Le mot apartheid s’emploie principalement en référence à l’Afrique du Sud : c’est une politique de ségrégation raciale qui y a été instaurée en 1948 et abolie en 1991.
Concrètement, sous l’apartheid, les groupes raciaux qui peuplaient l’Afrique du Sud (Noirs, Blancs, mais aussi Indiens, Métis) étaient séparés et n’avaient pas les mêmes droits. Reposant sur une idéologie raciste, l’apartheid a valu à l’Afrique du Sud des sanctions internationales (représentant sud-africain écarté de l’ONU, embargo sur les armes).
Dans les années 1970, l’ONU vote une résolution pour définir le crime d’apartheid, qui consiste en l’application d’un régime politique d’oppression et de domination d’un groupe ethnique sur un autre.
Le mot apartheid a ensuite été repris avec un sens amoindri, par comparaison avec la situation sud-africaine.
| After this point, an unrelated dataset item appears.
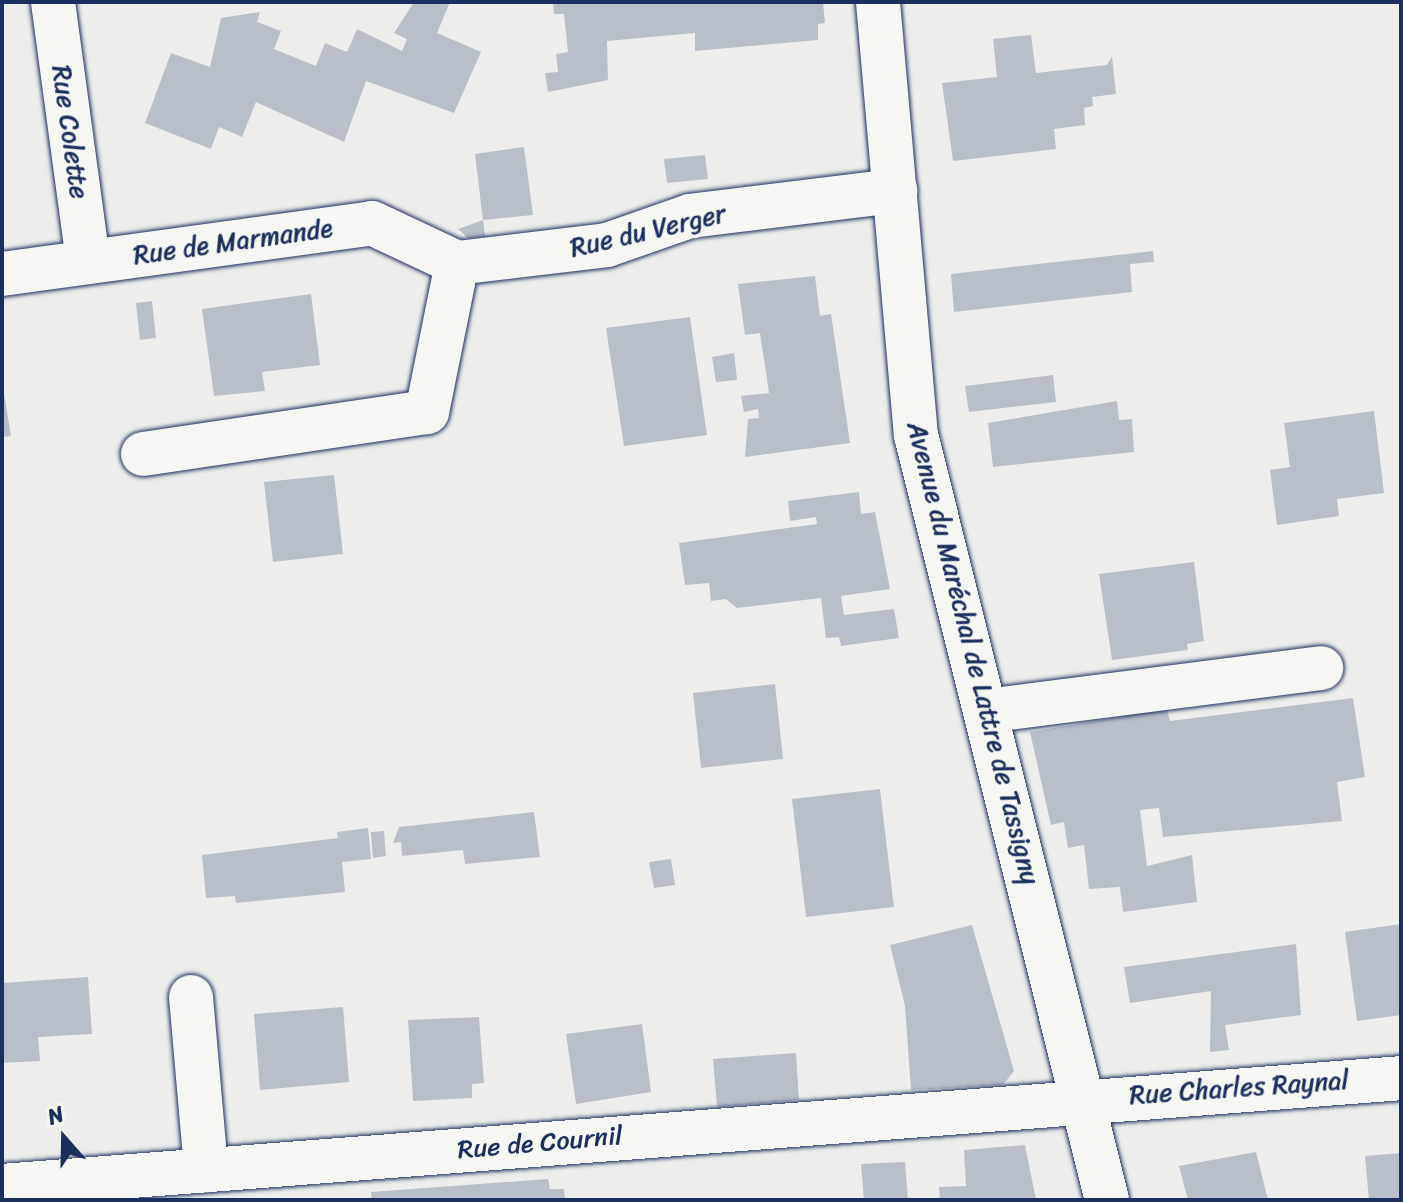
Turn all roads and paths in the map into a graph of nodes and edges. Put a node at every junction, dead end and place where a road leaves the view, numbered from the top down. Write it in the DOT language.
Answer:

Ce mot désigne alors une politique dans laquelle les groupes ethniques sont séparés, par exemple en Birmanie, en Israël. Mais l’emploi de ce mot, chargé d’une histoire très forte, peut sembler abusif.
Et enfin, ce mot désigne le fait que, dans un pays, les différents groupes ethniques n’accèdent objectivement pas au même statut social (en matière d’emploi, de richesse, de zones d’habitation), alors qu’ils ont les mêmes droits. Il se rapproche alors de ghettoïsation, de discrimination, et il s’oppose à mixité. Mais là encore, c’est un terme très fort.
Ce mot est emprunté à l’afrikaans, une langue principalement parlée en Afrique du Sud, qui dérive du néerlandais. En afrikaans, apartheid signifie littéralement « mise à l’écart, séparation, distinction ». Ce mot est formé à partir du néerlandais apart, « à part », et d’un suffixe qui indique la condition, l’état.